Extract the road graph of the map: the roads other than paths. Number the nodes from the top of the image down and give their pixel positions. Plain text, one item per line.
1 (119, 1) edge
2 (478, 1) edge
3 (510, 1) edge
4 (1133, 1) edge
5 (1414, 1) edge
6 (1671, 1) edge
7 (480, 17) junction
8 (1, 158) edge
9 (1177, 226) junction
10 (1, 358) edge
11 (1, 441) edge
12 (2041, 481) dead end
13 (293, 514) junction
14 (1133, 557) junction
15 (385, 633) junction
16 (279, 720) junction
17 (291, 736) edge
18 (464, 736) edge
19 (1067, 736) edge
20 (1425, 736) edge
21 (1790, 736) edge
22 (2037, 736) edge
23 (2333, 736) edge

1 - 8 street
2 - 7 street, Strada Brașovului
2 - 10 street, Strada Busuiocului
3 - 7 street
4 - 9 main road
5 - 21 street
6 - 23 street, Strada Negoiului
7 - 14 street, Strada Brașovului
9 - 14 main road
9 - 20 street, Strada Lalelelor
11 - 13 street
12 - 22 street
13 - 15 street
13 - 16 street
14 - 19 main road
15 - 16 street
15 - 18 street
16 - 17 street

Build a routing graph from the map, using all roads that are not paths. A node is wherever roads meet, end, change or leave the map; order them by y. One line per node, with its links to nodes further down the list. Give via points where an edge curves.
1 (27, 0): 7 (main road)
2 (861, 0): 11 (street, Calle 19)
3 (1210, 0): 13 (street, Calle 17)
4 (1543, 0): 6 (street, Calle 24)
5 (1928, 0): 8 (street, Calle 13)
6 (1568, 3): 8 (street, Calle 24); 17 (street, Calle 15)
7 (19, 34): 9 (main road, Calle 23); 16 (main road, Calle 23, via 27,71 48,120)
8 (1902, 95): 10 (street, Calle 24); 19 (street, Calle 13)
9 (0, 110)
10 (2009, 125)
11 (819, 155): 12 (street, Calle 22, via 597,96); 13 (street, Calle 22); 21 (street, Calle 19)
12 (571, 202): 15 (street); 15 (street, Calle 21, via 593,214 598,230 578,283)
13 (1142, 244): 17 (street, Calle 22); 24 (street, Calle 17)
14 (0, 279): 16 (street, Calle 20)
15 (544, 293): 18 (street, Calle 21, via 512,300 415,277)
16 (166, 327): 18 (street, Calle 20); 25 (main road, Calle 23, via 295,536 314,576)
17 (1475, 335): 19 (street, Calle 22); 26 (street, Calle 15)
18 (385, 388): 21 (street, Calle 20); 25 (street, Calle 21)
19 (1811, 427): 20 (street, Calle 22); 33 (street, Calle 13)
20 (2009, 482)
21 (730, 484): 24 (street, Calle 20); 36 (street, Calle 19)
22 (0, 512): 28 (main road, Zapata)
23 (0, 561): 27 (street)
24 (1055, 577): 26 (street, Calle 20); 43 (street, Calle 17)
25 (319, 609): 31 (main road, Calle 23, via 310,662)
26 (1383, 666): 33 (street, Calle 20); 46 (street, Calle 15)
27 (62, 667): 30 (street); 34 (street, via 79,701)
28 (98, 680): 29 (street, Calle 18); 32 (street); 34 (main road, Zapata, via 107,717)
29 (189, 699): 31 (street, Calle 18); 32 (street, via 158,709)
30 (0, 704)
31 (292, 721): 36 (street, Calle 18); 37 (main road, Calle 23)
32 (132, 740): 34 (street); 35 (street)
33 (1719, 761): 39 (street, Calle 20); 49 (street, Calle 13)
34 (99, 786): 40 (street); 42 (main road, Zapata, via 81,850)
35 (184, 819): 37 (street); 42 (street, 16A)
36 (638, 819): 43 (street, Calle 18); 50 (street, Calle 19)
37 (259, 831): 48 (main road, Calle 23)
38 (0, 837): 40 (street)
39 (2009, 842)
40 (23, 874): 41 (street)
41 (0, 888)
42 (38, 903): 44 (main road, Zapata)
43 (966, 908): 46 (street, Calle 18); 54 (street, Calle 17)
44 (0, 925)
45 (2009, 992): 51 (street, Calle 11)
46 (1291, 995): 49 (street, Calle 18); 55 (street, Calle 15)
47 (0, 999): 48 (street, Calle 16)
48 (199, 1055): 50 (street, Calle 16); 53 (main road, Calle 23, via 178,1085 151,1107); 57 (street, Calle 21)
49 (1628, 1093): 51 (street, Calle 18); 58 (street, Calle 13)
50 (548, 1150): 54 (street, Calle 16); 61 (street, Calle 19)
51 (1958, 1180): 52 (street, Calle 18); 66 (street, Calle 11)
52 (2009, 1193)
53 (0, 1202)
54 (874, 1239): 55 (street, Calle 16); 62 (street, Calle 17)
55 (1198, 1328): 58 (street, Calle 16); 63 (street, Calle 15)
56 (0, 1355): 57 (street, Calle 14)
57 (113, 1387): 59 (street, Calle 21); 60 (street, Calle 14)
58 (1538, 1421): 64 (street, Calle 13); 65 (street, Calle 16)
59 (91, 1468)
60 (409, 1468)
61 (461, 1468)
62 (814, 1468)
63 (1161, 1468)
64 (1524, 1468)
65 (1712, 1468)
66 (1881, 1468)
____
● Task to carry out
Read the listing line by line, and copy each line in which the word "Brașovului" is found.

● Output for this task
2 - 7 street, Strada Brașovului
7 - 14 street, Strada Brașovului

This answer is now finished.